Ce quintet parisien doit ce nom bizarre qui se prononce « défait » aux origines de son chanteur-vociféreur-chuchoteur Ric Lara : DF / Distrito Federal, autrement dit Mexico. En anglais, en espagnol et en français, il se pose sur un mur de guitares et de rythmiques inexorables, entre noise et psyché, pour une transe bruitiste qui captive de façon singulière. Révélé avant leur signature sur Ici d’ailleurs et alors qu’ils arpentaient les spots les plus pointus de la scène parisienne, le long Molokh∞ vénère on ne sait quelle divinité toxique, avant la découverte du premier single ouvrant le disque We Love Each Other So Much That We Won’t Belong to Any Species Anymore (tout un programme, rien moins qu’une invitation à une forme d’extase). Puis on se laissera entre autres entraîner dans un headbang jouant juste ce qu’il faut sur la frustration avec BondBondBond, comme on peinera à savoir si l’on est repu ou non avec Wow ! Ferreri Cooked For Us. Donnons déjà la réponse : quoique fort abouti, cet EP est là pour ouvrir l’appétit avant un album attendu en 2026, et des prestations live habitées.

JO VAGUE « Vague » ep

(18/04/2025 – SonVague)

Le jour, Julie Roué est une des rares compositrices françaises à avoir fait sa place sur les écrans (La fille de son père, Zorro, Le monde n’existe pas… – BO primée à Séries Mania).

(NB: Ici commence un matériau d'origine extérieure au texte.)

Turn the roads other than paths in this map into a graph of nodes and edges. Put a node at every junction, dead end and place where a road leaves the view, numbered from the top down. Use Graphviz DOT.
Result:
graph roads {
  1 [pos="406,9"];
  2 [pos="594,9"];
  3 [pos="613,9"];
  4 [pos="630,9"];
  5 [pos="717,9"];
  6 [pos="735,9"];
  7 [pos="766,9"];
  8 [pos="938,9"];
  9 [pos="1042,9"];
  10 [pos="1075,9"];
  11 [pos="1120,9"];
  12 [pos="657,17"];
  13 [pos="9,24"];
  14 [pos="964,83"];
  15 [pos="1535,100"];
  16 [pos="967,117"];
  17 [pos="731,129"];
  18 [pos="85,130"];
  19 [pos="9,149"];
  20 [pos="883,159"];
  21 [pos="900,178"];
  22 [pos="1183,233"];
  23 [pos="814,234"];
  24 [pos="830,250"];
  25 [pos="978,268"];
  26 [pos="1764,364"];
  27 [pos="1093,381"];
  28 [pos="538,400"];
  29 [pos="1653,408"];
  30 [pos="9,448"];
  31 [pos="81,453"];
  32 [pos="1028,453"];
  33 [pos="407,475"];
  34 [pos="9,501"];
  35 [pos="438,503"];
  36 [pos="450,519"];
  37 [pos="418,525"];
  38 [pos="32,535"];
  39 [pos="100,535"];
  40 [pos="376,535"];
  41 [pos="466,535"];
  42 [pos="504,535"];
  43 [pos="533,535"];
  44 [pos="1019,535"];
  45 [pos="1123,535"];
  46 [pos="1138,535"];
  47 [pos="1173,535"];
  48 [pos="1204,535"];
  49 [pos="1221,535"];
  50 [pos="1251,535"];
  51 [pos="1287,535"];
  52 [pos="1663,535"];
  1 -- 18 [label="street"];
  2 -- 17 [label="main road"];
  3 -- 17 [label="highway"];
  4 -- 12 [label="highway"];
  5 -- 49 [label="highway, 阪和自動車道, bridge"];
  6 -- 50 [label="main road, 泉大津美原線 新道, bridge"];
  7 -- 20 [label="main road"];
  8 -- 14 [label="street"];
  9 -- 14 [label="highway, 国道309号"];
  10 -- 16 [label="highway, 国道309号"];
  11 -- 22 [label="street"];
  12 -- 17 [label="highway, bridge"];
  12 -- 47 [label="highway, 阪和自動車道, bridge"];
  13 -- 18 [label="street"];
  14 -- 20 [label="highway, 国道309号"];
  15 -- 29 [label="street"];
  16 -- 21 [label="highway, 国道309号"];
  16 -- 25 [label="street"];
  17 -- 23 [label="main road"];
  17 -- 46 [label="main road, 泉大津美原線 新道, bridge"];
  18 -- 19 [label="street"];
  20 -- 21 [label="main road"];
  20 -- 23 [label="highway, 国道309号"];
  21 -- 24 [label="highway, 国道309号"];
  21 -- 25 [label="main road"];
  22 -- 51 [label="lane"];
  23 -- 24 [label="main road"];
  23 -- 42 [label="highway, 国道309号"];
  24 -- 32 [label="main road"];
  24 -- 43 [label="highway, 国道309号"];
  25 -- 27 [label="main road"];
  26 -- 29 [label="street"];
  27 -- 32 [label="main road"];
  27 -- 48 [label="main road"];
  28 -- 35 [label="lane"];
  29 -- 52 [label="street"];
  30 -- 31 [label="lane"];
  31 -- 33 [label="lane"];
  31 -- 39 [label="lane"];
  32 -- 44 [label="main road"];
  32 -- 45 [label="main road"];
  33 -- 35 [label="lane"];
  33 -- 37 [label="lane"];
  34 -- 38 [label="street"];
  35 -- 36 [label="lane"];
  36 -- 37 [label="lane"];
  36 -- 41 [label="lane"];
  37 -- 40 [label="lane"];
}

La nuit elle devient Jo Vague, chanteuse hantée par les désirs et les angoisses de notre époque. Celle qui a « quitté Brest » pour devenir ingé son après le conservatoire s’est éprise de synthés : sur une electro-pop puissante et inventive, elle pose une voix intimiste qui lui permet de se glisser dans la peau de ses personnages. Son premier EP observe d’un côté  un monde en perdition, avec la canicule de Halftrack ou la déclaration d’amour que constitue Nous de feront pas d’enfant en ces temps incertains, tandis que le second single Jane déconstruit les repères de la chanson d’amour. De l’autre côté pourtant, mieux vaut en rire comme sur Superflex dont on se prend à siffloter la ritournelle maligne, et puis laisser parler ses sens presqu’animaux sur le dancefloor avec No Disco. L’humour et la danse comme remèdes au vague à l’âme.